History: Apple earnings are a slam dunk. Buy it.

A customer poses with an iPhone 6 Plus and an iPhone 6 at the Fifth Avenue store in New York.
Adrees Latif | Reuters

If history is any guide, then Apple's quarterly earnings should soar through Wall Street estimates and the stock should rise to a record.

With the help of our partners at Kensho, a quantitative tool used by hedge funds to make winning trades, CNBC Pro looked at more than 10 years of data to get the definitive Apple earnings trade.

The bottom line is ...

... Apple is one of the best companies at the unspoken Wall Street game of "sandbagging" estimates. Under promise and over deliver is the game and the tech giant does it well.

(Management has denied this vehemently in the past and changed how they issue guidance to thwart this accusation.)

History shows the company topped earnings estimates 87 percent of the time, according to Bespoke Investment Group.

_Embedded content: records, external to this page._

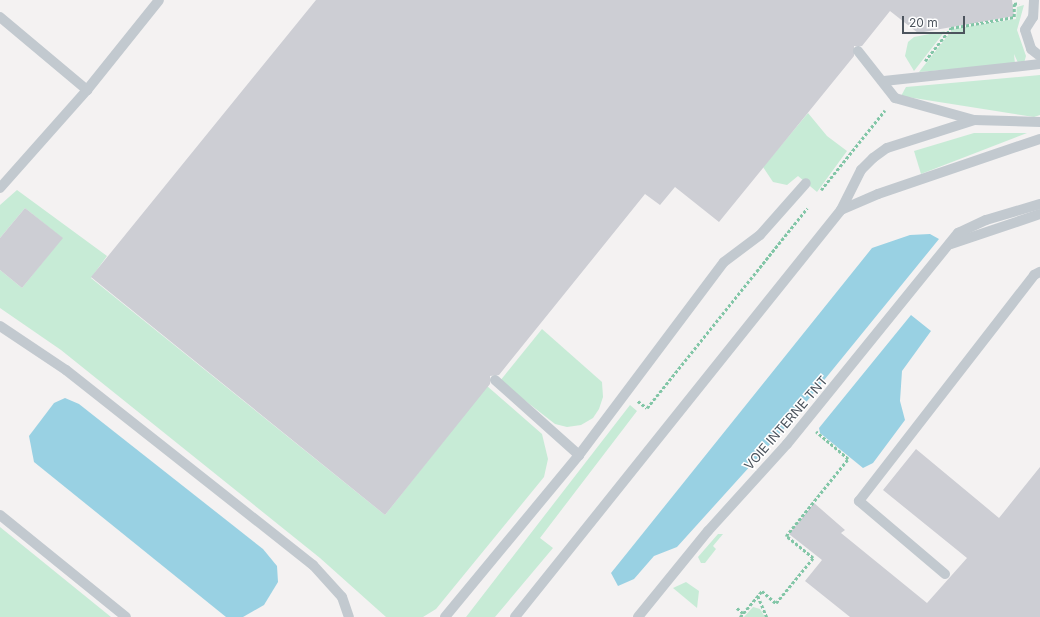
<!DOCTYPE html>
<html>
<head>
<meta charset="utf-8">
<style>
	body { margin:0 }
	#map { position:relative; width:1040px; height:617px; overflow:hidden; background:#f4f2f2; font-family:Inter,sans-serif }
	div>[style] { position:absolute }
	.green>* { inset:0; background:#c7ebd6 }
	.water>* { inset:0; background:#99d1e3 }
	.building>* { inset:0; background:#cdced4 }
	.path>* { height:2.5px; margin-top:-1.25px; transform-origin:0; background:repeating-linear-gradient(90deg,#82c6a7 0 3px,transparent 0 5px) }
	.lane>* { height:10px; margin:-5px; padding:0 5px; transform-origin:5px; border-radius:5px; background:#c2c9cf }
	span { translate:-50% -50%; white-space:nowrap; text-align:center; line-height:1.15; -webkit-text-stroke:3px #fff; paint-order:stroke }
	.street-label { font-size:13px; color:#4c545d }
	.scale { position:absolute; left:902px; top:16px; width:63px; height:18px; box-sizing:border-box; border:2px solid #4c545d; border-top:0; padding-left:5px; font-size:12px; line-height:14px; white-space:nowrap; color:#4c545d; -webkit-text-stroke:3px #fff; paint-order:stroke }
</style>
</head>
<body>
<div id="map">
	<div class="green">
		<i style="clip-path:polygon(1024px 5px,1017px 30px,1026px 56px,1024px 63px,1019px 65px,1014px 54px,1015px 64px,919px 72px,953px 29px,1016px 19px,1017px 7px)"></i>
		<i style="clip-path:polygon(945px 31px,914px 71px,905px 56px,908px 42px,914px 37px)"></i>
		<i style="clip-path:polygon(1040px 75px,1040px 115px,1034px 117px,901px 96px,906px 87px)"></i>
		<i style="clip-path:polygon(808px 113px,827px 136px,847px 151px,817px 192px,798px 176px,787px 185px,773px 182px,763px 167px)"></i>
		<i style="clip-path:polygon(974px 133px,1027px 133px,921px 174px,914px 151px)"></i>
		<i style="clip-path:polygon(17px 190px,107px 256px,91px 278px,385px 515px,487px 386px,542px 434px,548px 459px,544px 477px,436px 609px,423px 617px,386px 617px,320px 558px,61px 350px,0 308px,0 270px,22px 288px,62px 238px,25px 208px,0 238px,0 205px)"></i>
		<i style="clip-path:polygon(542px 329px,602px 382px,603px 397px,599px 409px,593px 418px,581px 425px,567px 427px,555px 424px,500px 381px)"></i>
		<i style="clip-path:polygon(630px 405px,637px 411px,540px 538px,553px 548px,495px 617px,466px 617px)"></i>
		<i style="clip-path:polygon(0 527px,111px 617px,0 617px)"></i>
		<i style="clip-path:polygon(718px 534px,723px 534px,713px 546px,716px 549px,705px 563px,701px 563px,698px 557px)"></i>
		<i style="clip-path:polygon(686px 582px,699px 591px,697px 608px,673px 588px)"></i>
		<i style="clip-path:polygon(753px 607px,760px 609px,765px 617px,744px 617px)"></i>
	</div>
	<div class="water">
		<i style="clip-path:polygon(930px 234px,939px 239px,790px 422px,677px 547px,654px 556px,634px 579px,618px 586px,611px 573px,872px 248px,910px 235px)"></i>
		<i style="clip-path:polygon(911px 315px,931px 331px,902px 371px,900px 401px,905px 420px,873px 463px,863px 468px,820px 433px,819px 428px)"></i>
		<i style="clip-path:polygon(65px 398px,79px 404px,263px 549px,277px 566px,278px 582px,264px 605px,243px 617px,226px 617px,34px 462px,29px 436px,54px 403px)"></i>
	</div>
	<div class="building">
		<i style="clip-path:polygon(316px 0,1012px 0,1014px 16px,918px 33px,890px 11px,862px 46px,854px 46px,854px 56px,719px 222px,675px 187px,660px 205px,645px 194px,499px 375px,490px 376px,490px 384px,385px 515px,91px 277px)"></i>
		<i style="clip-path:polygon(25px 208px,63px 238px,22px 288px,0 270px,0 238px)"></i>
		<i style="clip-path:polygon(916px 449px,999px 518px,1040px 467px,1040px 617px,850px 617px,805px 581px,822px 560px,789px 534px,814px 503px,845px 530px,841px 533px,927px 603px,967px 558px,883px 490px)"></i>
	</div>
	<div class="path">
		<i style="left:925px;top:61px;width:42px;rotate:-51.8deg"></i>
		<i style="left:951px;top:28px;width:64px;rotate:-9.9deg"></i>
		<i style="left:1014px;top:17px;width:13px;rotate:-90deg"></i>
		<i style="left:1014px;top:4px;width:5px;rotate:-11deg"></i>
		<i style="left:821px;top:190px;width:102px;rotate:-51.3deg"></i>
		<i style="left:638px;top:401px;width:11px;rotate:38deg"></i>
		<i style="left:647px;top:408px;width:256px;rotate:-51.3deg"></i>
		<i style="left:758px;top:596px;width:23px;rotate:67deg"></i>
		<i style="left:737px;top:608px;width:8px;rotate:40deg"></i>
		<i style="left:740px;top:617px;width:34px;rotate:-50deg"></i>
		<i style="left:762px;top:591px;width:18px;rotate:41deg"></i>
		<i style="left:776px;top:603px;width:58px;rotate:-50.6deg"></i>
		<i style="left:813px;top:558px;width:35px;rotate:-141deg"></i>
		<i style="left:786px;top:536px;width:99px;rotate:-51.2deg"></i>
		<i style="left:848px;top:459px;width:42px;rotate:-139.8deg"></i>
	</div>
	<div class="lane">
		<i style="left:1034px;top:0;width:17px;rotate:93deg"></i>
		<i style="left:1033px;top:17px;width:15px;rotate:122deg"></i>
		<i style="left:1025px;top:30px;width:20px;rotate:72deg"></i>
		<i style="left:1031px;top:49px;width:11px;rotate:38deg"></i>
		<i style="left:0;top:17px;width:114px;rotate:40deg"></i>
		<i style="left:858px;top:51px;width:60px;rotate:51.8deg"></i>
		<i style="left:895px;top:98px;width:82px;rotate:15.6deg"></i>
		<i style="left:884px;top:81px;width:157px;rotate:-6.2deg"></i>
		<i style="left:0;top:188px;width:131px;rotate:-48.4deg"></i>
		<i style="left:87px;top:90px;width:115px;rotate:-51.3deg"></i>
		<i style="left:841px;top:210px;width:40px;rotate:-23.4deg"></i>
		<i style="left:878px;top:194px;width:171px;rotate:-18.8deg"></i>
		<i style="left:951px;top:244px;width:94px;rotate:-18.6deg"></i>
		<i style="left:0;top:326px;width:79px;rotate:33.7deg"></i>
		<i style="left:66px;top:370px;width:315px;rotate:38.3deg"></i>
		<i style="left:313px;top:565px;width:43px;rotate:47.8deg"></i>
		<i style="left:342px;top:597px;width:21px;rotate:71deg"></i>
		<i style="left:495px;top:380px;width:113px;rotate:41.8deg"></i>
		<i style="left:0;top:515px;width:162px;rotate:39deg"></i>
		<i style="left:945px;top:574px;width:113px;rotate:-139.7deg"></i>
		<i style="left:859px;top:501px;width:286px;rotate:-52.2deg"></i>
		<i style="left:1034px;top:275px;width:7px;rotate:-27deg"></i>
		<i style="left:445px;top:617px;width:210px;rotate:-50.4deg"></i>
		<i style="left:579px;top:455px;width:241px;rotate:-53.1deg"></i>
		<i style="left:724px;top:262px;width:45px;rotate:-36.9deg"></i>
		<i style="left:760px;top:235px;width:69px;rotate:-48.5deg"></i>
		<i style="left:515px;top:617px;width:521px;rotate:-51.31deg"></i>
		<i style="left:841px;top:210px;width:45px;rotate:-63.4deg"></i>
		<i style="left:861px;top:170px;width:17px;rotate:-45deg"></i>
		<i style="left:873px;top:158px;width:17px;rotate:-36deg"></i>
		<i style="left:887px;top:148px;width:91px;rotate:-17.8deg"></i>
		<i style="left:974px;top:120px;width:66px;rotate:1.7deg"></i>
		<i style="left:638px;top:617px;width:111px;rotate:-50.9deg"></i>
		<i style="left:708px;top:531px;width:118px;rotate:-47.8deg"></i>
		<i style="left:787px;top:444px;width:272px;rotate:-51deg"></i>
		<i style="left:958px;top:233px;width:31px;rotate:-25deg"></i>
		<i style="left:986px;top:220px;width:56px;rotate:-16.5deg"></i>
	</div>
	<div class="street-label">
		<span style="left:786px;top:423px;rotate:-49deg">VOIE INTERNE TNT</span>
	</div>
	<div class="scale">20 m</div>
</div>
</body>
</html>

Since 2002, when Apple exceeds estimates the stock responds with an average return of 1.8 percent the day after the release, according to Kensho. Out of the 46 occasions analyzed, the shares traded positively 65 percent of the time the day after.

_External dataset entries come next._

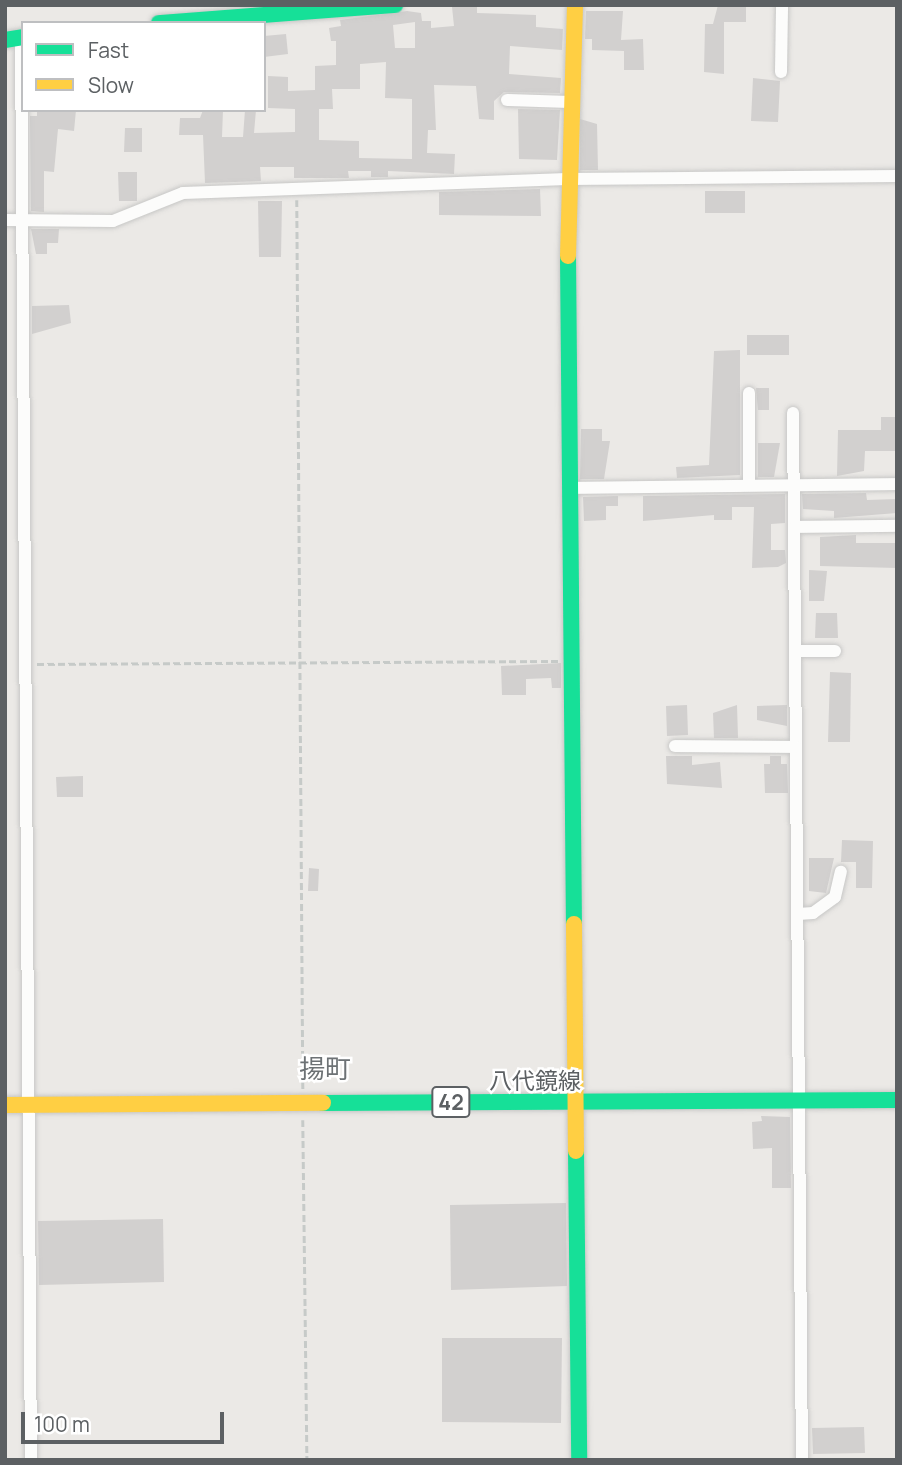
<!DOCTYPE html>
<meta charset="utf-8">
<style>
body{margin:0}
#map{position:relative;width:902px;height:1465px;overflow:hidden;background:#ebe9e6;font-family:Manrope,"Noto Sans JP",sans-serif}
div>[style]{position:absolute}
.building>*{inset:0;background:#d2d0cf}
.path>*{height:2.5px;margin-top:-1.25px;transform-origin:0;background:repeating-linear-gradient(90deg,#c6cac8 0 7px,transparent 0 10.5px)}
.roads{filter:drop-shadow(0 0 2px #c7c7c6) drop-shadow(0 0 2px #c7c7c6)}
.street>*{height:12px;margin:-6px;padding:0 6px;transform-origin:6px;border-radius:6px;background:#fcfcfb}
.fast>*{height:16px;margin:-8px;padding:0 8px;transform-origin:8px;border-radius:8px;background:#16e098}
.slow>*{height:16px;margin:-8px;padding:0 8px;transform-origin:8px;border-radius:8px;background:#ffcf43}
span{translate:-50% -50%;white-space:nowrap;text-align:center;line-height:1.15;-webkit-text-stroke:5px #fff;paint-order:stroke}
.shield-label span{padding:2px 5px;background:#fff;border:2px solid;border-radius:5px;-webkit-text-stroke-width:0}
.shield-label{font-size:21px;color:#5c6063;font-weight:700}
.street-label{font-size:23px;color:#5c6063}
.quarter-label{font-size:26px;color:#6d7275}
.frame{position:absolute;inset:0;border:7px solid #5c6063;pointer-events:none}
.legend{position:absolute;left:21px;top:21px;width:245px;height:91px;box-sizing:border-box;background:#fff;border:2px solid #bebfc1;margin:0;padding:9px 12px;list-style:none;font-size:21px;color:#5c6063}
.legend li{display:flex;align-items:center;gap:14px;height:35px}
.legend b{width:35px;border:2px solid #bebfc1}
.scale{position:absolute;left:21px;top:1412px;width:203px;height:32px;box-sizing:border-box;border:4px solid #5c6063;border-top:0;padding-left:9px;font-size:21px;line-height:24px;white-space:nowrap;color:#5c6063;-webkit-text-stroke:5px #fff;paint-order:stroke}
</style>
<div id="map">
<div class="building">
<div style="clip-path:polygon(evenodd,477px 5px,477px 13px,536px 15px,536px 27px,563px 29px,562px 50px,510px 46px,509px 74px,561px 78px,560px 93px,504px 92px,494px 101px,494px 120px,479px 119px,476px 86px,434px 85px,436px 130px,428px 130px,427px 153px,455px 154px,454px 174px,388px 171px,388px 177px,371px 177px,371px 171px,348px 171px,349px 178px,294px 178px,294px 167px,260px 167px,261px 181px,205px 183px,203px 135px,179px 135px,180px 118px,200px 118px,203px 110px,223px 110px,222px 137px,243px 137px,245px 110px,256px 110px,254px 133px,295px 132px,295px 109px,268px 108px,268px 76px,288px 77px,288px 91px,315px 90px,315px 66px,336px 65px,336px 41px,331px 41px,329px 28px,341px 26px,340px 20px,407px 11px,421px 13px,422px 21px,417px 21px,431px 21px,431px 28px,454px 26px,452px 7px,477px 5px,415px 22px,415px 48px,395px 48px,393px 25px,415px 22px,477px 5px,386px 62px,385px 98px,412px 99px,412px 159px,359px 158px,359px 141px,319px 140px,319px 109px,333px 109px,332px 89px,360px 89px,360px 64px,386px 62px)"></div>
<div style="clip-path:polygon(718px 5px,746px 5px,746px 22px,724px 22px,724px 74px,704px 72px,705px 24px,713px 24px)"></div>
<div style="clip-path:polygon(586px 11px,623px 11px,621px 40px,643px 39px,644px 70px,624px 70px,624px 51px,592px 50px,592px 39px,585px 39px)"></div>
<div style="clip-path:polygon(286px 34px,288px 54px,264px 57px,264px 36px)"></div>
<div style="clip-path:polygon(753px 78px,780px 81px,778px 122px,751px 121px)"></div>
<div style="clip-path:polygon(518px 109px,560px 110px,557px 160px,519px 159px)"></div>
<div style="clip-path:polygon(37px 110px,76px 110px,74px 131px,58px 129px,54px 172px,44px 171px,44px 212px,31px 211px,30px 116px,37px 116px)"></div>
<div style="clip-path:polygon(580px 119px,597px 124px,598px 170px,580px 170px)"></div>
<div style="clip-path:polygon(125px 128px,142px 128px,142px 152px,124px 152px)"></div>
<div style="clip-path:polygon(118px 172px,137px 172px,137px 201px,119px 201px)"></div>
<div style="clip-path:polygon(540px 189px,541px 216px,439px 215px,439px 192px)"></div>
<div style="clip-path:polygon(705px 191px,745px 191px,745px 213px,705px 213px)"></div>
<div style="clip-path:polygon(258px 201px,282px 201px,281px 257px,259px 257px)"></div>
<div style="clip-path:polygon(31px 229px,59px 229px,58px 243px,47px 243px,47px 254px,36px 254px)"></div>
<div style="clip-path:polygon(69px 305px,71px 323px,32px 334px,32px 306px)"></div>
<div style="clip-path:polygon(747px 335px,789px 335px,789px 355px,747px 355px)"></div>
<div style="clip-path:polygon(740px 350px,740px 475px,677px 478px,676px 467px,709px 465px,714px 351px)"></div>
<div style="clip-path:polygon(756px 388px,769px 388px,769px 410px,758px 410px)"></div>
<div style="clip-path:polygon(881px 417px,897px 417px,897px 451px,865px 451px,864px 471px,837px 476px,838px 430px,881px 430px)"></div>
<div style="clip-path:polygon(581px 429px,602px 429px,602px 441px,610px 441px,604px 479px,580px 479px)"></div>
<div style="clip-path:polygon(758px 443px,780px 443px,774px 477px,758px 477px)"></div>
<div style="clip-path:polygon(866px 493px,867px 500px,897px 499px,897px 513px,834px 518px,834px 511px,803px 509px,802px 494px)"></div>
<div style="clip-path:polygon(785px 494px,785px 523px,771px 524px,771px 550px,785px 550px,786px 563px,778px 567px,752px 568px,754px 507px,732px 507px,732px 520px,714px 520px,714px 515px,643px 521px,643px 496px)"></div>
<div style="clip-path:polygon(618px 496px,618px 506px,606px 506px,606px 520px,584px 521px,583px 497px)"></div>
<div style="clip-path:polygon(856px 535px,856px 543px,897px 543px,897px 568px,820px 566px,820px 537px)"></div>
<div style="clip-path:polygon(809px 570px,827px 571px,824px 601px,809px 601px)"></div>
<div style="clip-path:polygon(816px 613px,837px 613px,838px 638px,815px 638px)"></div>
<div style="clip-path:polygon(561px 663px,561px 688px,552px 688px,551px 678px,526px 679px,526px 695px,502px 695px,501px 666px)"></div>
<div style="clip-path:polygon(830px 672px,851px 673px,850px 742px,828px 742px)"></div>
<div style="clip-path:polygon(687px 705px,688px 735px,667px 736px,666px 706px)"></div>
<div style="clip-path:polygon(737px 705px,738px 738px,714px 738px,713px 713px)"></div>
<div style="clip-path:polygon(787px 705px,787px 726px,757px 720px,757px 706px)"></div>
<div style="clip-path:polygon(666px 756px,692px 756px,692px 765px,720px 762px,722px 788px,667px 784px)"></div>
<div style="clip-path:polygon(770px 756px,781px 756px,781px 764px,787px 764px,788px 793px,765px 793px,764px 764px,770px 764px)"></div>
<div style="clip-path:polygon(83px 776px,83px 797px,57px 797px,56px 777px)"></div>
<div style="clip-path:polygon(842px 840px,873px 841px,872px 888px,856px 888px,856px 862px,841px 862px)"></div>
<div style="clip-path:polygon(809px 858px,834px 858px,826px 893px,809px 891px)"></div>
<div style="clip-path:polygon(309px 868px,319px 869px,318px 891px,308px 891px)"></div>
<div style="clip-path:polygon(761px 1116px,790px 1117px,791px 1188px,772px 1188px,772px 1148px,753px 1149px,752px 1122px,762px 1121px)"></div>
<div style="clip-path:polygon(566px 1203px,567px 1286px,451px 1290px,450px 1205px)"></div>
<div style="clip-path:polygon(163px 1219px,164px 1282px,39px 1285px,38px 1221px)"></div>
<div style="clip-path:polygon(442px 1338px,562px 1338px,561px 1423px,442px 1422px)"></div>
<div style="clip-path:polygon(864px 1427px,865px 1453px,813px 1454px,812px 1428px)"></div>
</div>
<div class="path">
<div style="left:297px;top:200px;width:889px;rotate:89.61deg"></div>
<div style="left:37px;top:664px;width:521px;rotate:-0.33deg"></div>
<div style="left:303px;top:1120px;width:340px;rotate:89.3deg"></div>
</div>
<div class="roads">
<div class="street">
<div style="left:21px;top:37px;width:1423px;rotate:89.6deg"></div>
<div style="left:781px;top:72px;width:67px;rotate:-89.1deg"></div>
<div style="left:507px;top:100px;width:64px;rotate:1.8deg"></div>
<div style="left:5px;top:220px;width:108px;rotate:0.5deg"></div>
<div style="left:113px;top:221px;width:75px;rotate:-21.8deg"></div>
<div style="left:183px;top:193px;width:384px;rotate:-2.1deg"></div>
<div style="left:567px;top:179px;width:330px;rotate:-0.5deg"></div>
<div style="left:793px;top:413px;width:1047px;rotate:89.51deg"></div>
<div style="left:749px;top:485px;width:92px;rotate:-90deg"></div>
<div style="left:570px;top:488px;width:327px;rotate:-0.7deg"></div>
<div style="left:795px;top:527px;width:102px;rotate:-0.6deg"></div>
<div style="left:795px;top:651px;width:40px"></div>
<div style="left:675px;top:746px;width:121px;rotate:0.5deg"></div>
<div style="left:798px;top:914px;width:15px;rotate:-4deg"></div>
<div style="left:813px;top:913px;width:27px;rotate:-36deg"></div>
<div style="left:835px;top:897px;width:26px;rotate:-77deg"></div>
</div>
<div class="fast">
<div style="left:159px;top:23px;width:237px;rotate:-4.4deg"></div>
<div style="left:5px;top:40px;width:18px;rotate:-9deg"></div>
<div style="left:568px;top:256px;width:668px;rotate:89.49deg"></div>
<div style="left:323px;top:1103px;width:574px;rotate:-0.3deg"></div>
<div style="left:576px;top:1151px;width:309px;rotate:89.4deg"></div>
</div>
<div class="slow">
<div style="left:568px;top:256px;width:251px;rotate:-88.4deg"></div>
<div style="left:574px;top:924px;width:227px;rotate:89.5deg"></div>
<div style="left:5px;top:1105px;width:318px;rotate:-0.4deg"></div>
</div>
</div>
<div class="shield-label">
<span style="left:451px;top:1102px">42</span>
</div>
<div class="street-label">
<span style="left:535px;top:1080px">八代鏡線</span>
</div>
<div class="quarter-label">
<span style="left:325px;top:1069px">揚町</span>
</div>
<div class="frame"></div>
<ul class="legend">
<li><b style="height:9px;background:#16e098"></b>Fast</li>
<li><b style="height:9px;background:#ffcf43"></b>Slow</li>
</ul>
<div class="scale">100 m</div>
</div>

If history repeats itself Tuesday after the company reports results after the bell Monday, then Apple shares will touch a record price, a milestone they are less than 1 percent from as of morning trading Monday.

The company's post-earnings track record gets even better if you look at the era of the iPhone, its blockbuster product launched in 2007.

Read More Top tech investor: Buy Apple before earnings

Looking at those last eight years, Apple's shares traded higher the day after earnings 70 percent of the time.

One figure from Bespoke may also prove why the company is so good at beating the Street. On just 28 percent of occasions did Apple raise its profit forecast after earnings results. So it generally gives little guidance, or plays down the current quarter, so it can blow through results when the report comes.

To be sure, if the company does have a rare earnings miss, the shares are not rewarded well. Since 2002, there have been six occasions when Apple missed Wall Street estimates, according to Kensho, and the shares responded with a negative average return of 2.6 percent.

Past results do not guarantee future performance, but history is on the side of the longs for this trade.

Disclosure: NBCUniversal, parent of CNBC, is a minority investor in Kensho.